(Exercise prompt) Find every line in the records below that holds the word "Journal", and copy each one.

(Extracted records)
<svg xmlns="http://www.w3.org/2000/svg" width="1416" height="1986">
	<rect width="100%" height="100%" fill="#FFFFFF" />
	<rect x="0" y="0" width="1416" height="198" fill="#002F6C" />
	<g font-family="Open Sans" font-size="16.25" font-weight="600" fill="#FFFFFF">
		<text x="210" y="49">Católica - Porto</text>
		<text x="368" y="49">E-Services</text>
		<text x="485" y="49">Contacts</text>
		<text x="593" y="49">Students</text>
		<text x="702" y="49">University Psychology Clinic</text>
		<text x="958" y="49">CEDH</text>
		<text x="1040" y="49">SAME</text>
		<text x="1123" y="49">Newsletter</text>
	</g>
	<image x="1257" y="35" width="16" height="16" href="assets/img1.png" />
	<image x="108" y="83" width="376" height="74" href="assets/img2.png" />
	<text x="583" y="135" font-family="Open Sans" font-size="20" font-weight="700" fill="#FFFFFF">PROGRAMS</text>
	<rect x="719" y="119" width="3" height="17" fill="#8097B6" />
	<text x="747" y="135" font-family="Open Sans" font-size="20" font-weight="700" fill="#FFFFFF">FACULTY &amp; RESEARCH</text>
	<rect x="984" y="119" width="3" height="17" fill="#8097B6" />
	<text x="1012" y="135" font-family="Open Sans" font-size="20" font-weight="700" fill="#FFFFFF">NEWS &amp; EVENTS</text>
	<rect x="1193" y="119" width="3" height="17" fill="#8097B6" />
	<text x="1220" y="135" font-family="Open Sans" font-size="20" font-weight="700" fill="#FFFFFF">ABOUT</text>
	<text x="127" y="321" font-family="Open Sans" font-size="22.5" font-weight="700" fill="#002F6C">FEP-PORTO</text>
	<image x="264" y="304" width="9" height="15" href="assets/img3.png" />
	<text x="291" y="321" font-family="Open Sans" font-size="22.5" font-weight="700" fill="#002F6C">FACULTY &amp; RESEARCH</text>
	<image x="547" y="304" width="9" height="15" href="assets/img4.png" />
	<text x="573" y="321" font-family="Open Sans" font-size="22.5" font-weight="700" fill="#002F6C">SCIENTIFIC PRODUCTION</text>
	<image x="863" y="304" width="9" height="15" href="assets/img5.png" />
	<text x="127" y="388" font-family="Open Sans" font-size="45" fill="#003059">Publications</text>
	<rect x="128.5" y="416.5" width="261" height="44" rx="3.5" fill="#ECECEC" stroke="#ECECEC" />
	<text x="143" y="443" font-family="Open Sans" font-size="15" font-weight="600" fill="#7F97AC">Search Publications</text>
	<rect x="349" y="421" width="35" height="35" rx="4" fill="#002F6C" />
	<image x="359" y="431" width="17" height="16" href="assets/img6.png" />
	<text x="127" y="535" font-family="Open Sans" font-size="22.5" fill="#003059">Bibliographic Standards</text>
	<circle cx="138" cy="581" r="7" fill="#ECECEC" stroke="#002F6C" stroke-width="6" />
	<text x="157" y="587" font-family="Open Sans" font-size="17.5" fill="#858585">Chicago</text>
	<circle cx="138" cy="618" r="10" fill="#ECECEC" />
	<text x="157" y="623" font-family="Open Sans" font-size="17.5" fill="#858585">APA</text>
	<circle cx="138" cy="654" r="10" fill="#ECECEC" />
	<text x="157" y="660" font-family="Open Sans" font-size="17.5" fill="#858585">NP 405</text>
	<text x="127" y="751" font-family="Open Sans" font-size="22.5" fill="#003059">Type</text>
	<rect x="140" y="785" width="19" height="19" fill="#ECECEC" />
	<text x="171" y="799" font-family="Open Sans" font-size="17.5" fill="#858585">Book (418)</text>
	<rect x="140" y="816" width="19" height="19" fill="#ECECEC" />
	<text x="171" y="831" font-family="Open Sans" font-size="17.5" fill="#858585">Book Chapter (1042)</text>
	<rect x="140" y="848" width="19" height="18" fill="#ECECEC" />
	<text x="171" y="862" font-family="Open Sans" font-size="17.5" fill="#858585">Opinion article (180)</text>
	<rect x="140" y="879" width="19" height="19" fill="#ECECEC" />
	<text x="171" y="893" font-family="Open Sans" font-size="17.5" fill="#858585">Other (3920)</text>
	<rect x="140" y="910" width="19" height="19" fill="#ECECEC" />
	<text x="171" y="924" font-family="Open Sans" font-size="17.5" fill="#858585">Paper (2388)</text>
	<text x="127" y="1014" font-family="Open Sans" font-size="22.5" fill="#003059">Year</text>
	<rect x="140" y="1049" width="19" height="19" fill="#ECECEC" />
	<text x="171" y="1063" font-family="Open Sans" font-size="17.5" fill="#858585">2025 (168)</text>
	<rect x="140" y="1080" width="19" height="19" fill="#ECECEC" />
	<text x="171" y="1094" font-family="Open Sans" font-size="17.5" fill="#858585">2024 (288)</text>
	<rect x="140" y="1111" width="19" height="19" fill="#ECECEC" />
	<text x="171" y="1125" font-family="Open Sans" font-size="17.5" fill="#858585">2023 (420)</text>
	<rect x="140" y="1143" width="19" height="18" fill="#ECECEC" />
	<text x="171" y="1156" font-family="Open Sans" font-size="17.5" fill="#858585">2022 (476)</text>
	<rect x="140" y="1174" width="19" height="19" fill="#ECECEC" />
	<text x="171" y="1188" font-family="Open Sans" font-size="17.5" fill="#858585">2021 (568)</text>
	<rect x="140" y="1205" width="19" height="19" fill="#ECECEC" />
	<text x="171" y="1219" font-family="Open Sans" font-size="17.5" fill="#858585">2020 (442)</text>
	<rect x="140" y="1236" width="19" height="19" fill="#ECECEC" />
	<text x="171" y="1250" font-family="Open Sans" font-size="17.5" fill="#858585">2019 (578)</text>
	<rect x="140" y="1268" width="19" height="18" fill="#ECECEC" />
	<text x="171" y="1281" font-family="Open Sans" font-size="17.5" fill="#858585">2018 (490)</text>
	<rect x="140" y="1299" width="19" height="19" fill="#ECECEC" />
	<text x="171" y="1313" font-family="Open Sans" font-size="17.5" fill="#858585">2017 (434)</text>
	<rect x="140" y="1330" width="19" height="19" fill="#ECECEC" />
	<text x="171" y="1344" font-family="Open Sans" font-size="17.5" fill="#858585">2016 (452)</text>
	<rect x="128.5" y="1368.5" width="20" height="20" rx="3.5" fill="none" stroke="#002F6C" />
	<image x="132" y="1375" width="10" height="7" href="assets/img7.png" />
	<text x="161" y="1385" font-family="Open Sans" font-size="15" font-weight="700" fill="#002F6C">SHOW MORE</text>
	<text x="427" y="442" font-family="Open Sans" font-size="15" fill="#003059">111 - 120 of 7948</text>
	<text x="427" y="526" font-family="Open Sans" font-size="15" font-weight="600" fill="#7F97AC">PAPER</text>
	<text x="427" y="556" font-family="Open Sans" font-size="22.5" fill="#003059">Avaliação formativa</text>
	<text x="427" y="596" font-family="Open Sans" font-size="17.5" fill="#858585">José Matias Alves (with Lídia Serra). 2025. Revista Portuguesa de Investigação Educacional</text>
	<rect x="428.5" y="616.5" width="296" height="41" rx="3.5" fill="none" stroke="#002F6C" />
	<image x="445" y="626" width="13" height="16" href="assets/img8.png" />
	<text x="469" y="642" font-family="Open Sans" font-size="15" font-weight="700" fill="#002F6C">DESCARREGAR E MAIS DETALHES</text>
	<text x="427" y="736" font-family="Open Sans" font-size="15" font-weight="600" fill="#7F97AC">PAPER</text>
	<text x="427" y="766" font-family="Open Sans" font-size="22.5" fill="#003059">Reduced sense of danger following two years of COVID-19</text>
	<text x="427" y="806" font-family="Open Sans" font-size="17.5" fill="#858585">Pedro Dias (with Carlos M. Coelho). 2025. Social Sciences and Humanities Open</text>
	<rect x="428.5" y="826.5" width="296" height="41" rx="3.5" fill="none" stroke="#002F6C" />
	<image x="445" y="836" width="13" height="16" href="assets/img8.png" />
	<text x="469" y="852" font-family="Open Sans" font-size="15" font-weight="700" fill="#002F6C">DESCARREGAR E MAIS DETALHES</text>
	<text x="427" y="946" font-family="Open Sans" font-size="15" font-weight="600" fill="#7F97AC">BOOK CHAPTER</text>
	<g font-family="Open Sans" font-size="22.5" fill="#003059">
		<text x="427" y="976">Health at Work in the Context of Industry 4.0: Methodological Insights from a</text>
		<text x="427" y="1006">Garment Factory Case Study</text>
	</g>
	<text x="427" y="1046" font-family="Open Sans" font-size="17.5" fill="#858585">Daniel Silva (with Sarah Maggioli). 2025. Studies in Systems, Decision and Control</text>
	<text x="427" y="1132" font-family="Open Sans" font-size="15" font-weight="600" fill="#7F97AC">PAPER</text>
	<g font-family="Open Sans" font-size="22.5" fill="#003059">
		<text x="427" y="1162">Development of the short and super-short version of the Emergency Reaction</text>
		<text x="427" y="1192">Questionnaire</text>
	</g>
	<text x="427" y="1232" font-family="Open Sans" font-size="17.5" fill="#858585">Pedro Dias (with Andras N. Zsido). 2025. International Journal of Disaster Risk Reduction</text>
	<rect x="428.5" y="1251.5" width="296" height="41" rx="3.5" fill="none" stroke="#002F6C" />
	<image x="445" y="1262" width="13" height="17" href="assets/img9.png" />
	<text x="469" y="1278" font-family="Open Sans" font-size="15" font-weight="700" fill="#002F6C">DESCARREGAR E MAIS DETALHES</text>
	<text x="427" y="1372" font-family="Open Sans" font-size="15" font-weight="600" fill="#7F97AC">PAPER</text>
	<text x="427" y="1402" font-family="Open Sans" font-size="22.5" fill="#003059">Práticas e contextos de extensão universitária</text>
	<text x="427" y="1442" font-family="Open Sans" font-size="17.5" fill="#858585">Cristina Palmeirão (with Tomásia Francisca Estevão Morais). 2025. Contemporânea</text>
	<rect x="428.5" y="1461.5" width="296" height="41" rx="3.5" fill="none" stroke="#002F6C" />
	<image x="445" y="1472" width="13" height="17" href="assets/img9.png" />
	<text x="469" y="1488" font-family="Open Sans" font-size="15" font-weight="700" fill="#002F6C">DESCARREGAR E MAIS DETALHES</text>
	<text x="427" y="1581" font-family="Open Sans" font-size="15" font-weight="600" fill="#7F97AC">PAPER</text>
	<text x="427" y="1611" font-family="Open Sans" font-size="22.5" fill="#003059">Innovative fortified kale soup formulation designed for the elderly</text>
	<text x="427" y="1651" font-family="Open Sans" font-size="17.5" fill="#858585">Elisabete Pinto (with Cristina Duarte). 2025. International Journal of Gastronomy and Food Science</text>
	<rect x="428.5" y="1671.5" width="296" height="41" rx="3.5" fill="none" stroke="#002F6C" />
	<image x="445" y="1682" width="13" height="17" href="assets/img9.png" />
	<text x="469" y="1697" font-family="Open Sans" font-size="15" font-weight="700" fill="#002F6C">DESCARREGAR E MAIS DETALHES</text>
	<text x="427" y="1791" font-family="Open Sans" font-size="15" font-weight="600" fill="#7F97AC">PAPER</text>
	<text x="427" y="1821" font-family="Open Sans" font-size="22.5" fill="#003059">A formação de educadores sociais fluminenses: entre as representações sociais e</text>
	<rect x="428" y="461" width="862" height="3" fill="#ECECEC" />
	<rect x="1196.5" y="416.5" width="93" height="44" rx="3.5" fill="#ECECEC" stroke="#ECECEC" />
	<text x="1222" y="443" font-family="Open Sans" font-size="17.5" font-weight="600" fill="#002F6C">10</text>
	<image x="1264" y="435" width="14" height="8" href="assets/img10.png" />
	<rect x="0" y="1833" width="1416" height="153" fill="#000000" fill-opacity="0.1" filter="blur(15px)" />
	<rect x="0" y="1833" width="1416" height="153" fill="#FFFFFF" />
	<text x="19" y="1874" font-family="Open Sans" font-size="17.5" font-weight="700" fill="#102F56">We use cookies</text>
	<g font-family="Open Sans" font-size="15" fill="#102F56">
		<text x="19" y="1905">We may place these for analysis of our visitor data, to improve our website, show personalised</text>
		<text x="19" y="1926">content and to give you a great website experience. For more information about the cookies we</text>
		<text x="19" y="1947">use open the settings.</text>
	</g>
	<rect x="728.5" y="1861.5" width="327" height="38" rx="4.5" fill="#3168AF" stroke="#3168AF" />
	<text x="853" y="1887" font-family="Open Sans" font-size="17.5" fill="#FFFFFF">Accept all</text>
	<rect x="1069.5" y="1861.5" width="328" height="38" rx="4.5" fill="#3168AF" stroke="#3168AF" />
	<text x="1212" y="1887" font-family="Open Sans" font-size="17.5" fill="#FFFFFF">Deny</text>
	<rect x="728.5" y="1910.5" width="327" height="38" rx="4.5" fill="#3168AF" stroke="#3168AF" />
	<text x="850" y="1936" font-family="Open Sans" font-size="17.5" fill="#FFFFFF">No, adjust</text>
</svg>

(Solution for this problem)
	<text x="427" y="1232" font-family="Open Sans" font-size="17.5" fill="#858585">Pedro Dias (with Andras N. Zsido). 2025. International Journal of Disaster Risk Reduction</text>
	<text x="427" y="1651" font-family="Open Sans" font-size="17.5" fill="#858585">Elisabete Pinto (with Cristina Duarte). 2025. International Journal of Gastronomy and Food Science</text>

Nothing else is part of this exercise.